Ok, so it isn’t really week one for Dave, he’s had this cloud element built into the spec since 2001. In fact, if you read that post, you could swear that it was written just a few days ago.
The concept has literally been rebooted, not rewritten.
It is, however, the first week for me. Even after I read the several pages he posted about the rssCloud effort back in July, I never had time to play with it until now. It has been a quick, painless, and relatively simple experience ever since.
Heck, it’s built on good tech, it should be.
The first step was to practice. I setup a basic server that I wanted to have notified when things were updated, then a basic client to subscribe to Dave’s cloud server. After running into firewall troubles, something else clarified in 2001, I realized that Amazon’s AWS was in order and setup my first real Linux instance over there. Another easy process, sweet!
Next, I setup a little Twitter client that posts to Twitter through the REST API, then backs the tweet up to an RSS feed on my server and notifies the cloud that it has been changed. The cloud in turn notifies me back, and then the main page at mystatuscloud.com is updated with the feed.
Seriously, good tech = fun stuff.
Then on Wednesday, the Google Reader team announced a new Send To feature that allows you to share items to other services via notification URL. As an extra option, they provide a spot for your own URL with parameters for url, title, source, and short-url. It didn’t take much to turn that into a service that tweeted the shared item to Twitter, saved a copy on the server, updated the RSS feed and notified, notified, etc.
Also, if you combine the ability to share notes via the same service with the script that Dave Winer wrote to push all your Twitter contacts into an OPML file, Google Reader is almost a full fledged Twitter client – already. The only side note is that Reader does not yet pass a title for notes, so the tweets show up mostly blank. According to @googlereader, they’ll be fixing that shortly.
Finally, tonight I implemented the cloud element into this blog’s RSS feed and setup another script to ping Dave’s rsscloud server when it’s updated.

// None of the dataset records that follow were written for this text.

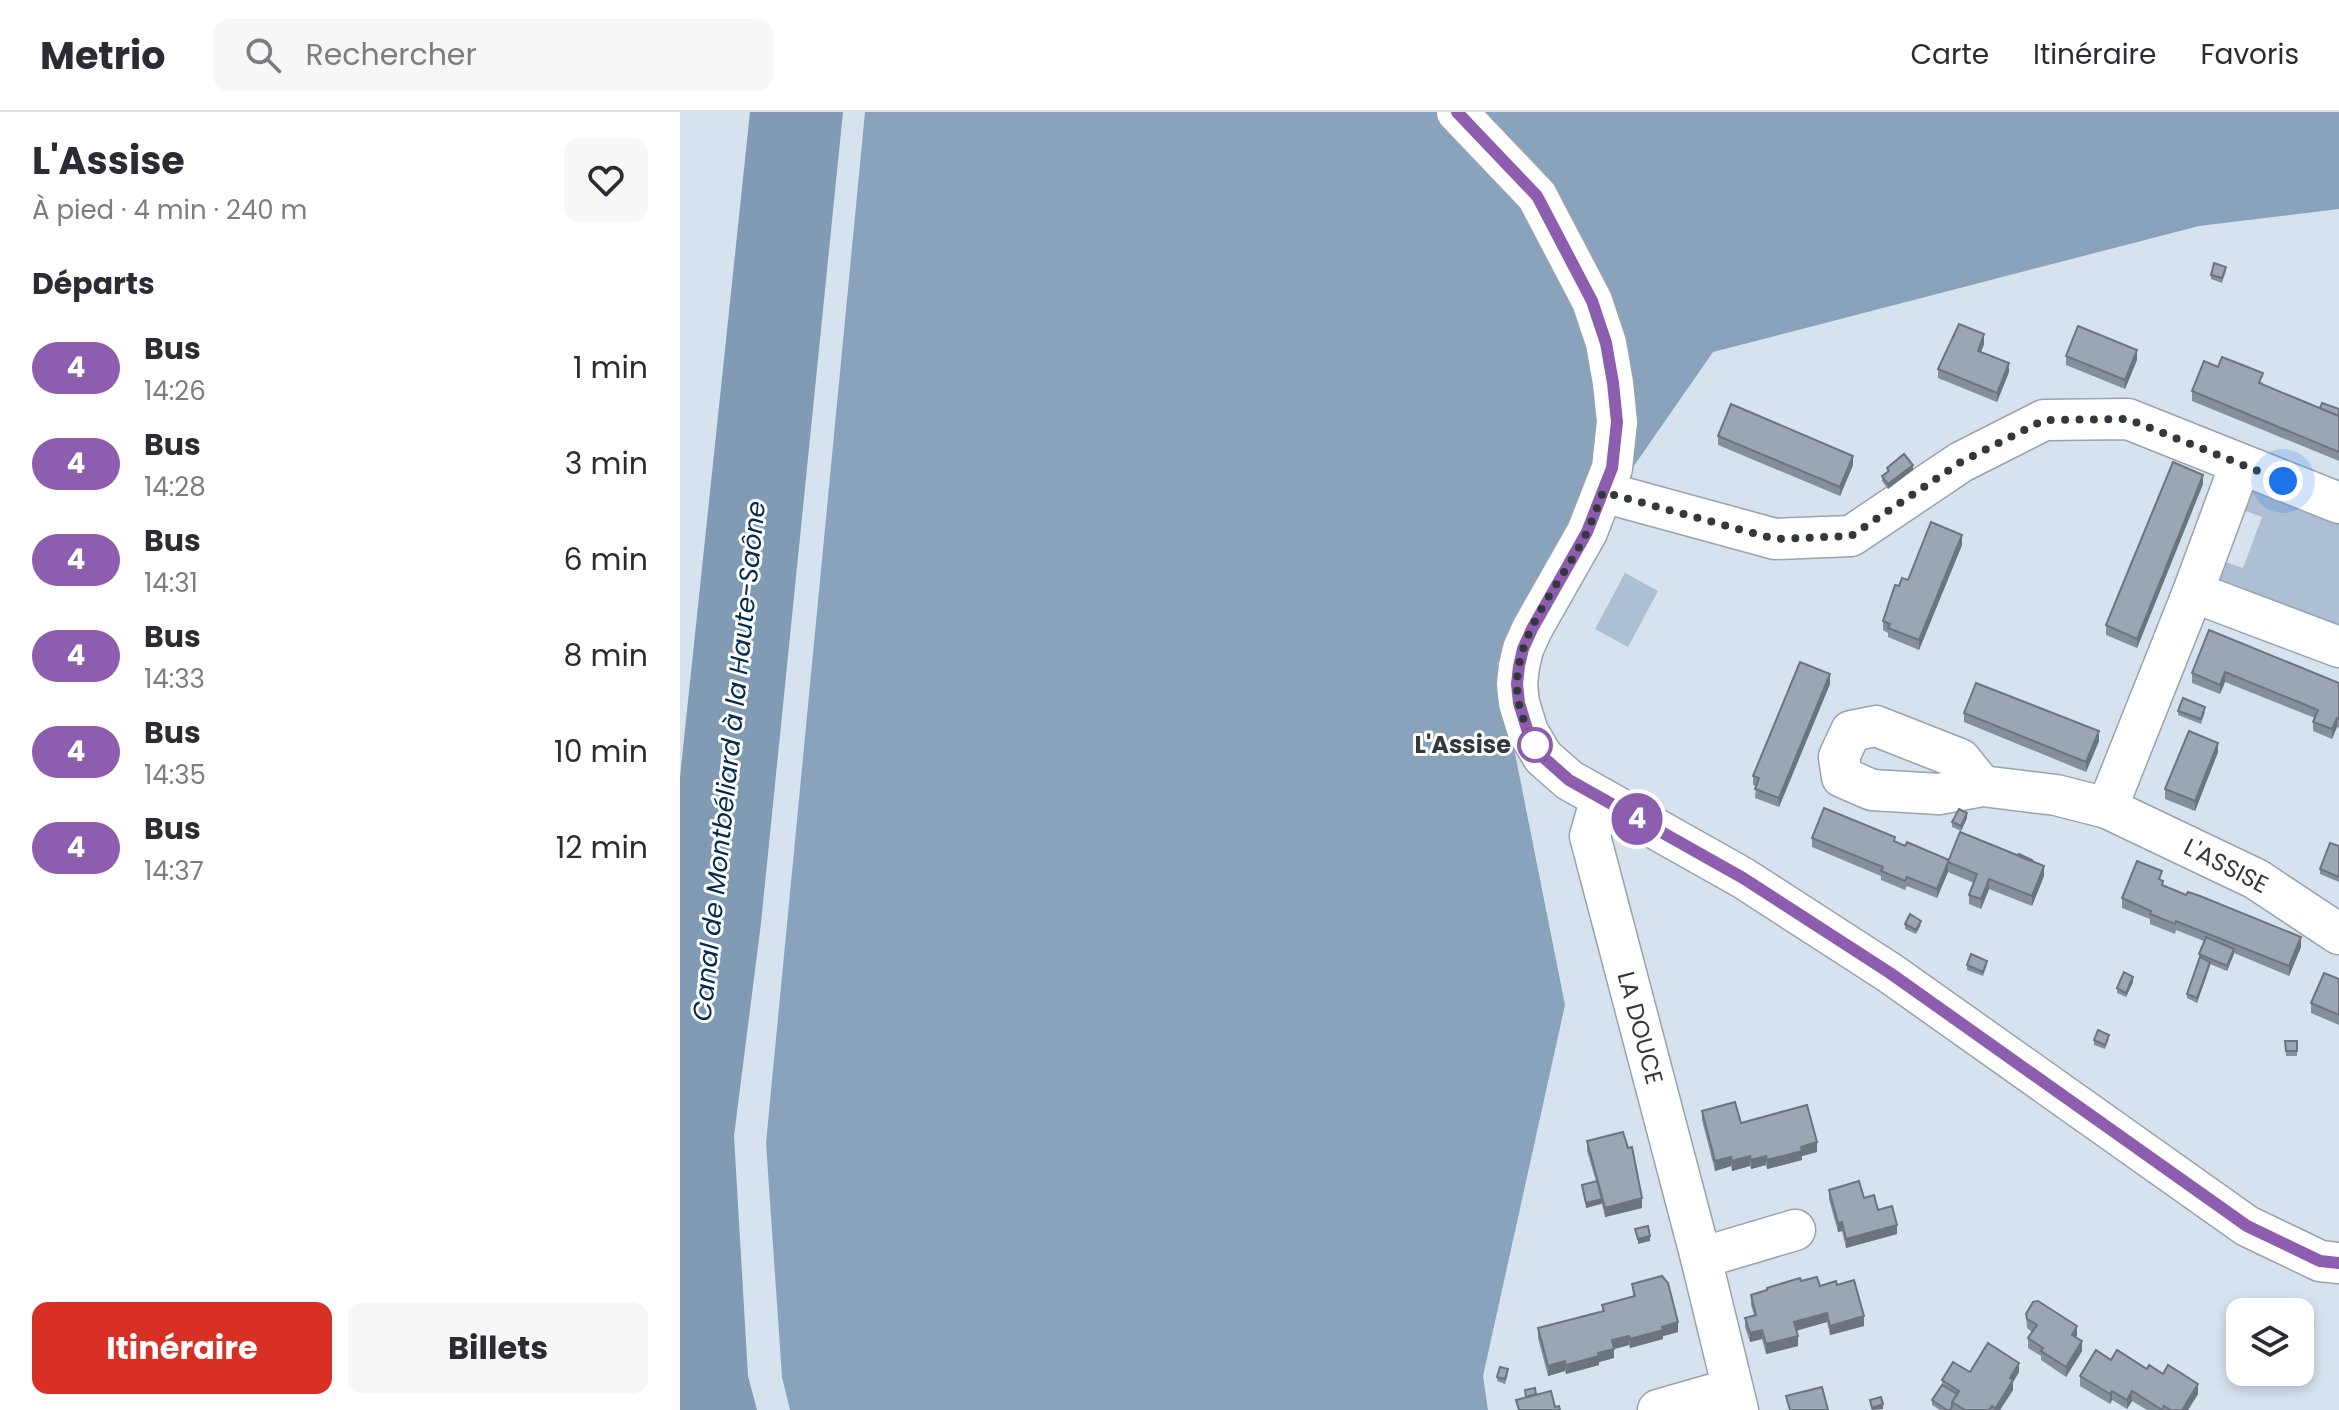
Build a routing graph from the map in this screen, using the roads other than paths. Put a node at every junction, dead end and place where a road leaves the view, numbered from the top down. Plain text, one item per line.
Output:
1 (1457, 112) edge
2 (2240, 465) junction
3 (1603, 492) junction
4 (2339, 503) edge
5 (2193, 592) junction
6 (2339, 647) edge
7 (1982, 786) dead end
8 (1601, 798) junction
9 (2107, 808) junction
10 (2339, 934) edge
11 (1795, 1230) dead end
12 (1701, 1258) junction
13 (2339, 1263) edge
14 (1734, 1400) edge
15 (1658, 1410) edge

1 - 3 street
2 - 3 street
2 - 4 street
2 - 5 street
3 - 8 street
5 - 6 street
5 - 9 street
7 - 9 street, L'ASSISE
8 - 12 street, LA DOUCE
8 - 13 street
9 - 10 street, L'ASSISE
11 - 12 street
12 - 14 street, LA DOUCE
14 - 15 street, LA DOUCE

So, now that I’m running out of my own stuff to add cloud elements too, I’m going to start working on the next phase. Some kind of multi-user thing is probably in order. We’ll see… on to week 2.
Responses and reactions
Replies
I'll have a release of River2 that fully supports rssCloud shortly.http://newsriver.org/river2Dave
Thank you. I've had fun with the rssCloud stuff. So many reasons to keep building on this area, I can't wait for the next corner.
I'll have a release of River2 that fully supports rssCloud shortly.http://newsriver.org/river2Dave
Great story!!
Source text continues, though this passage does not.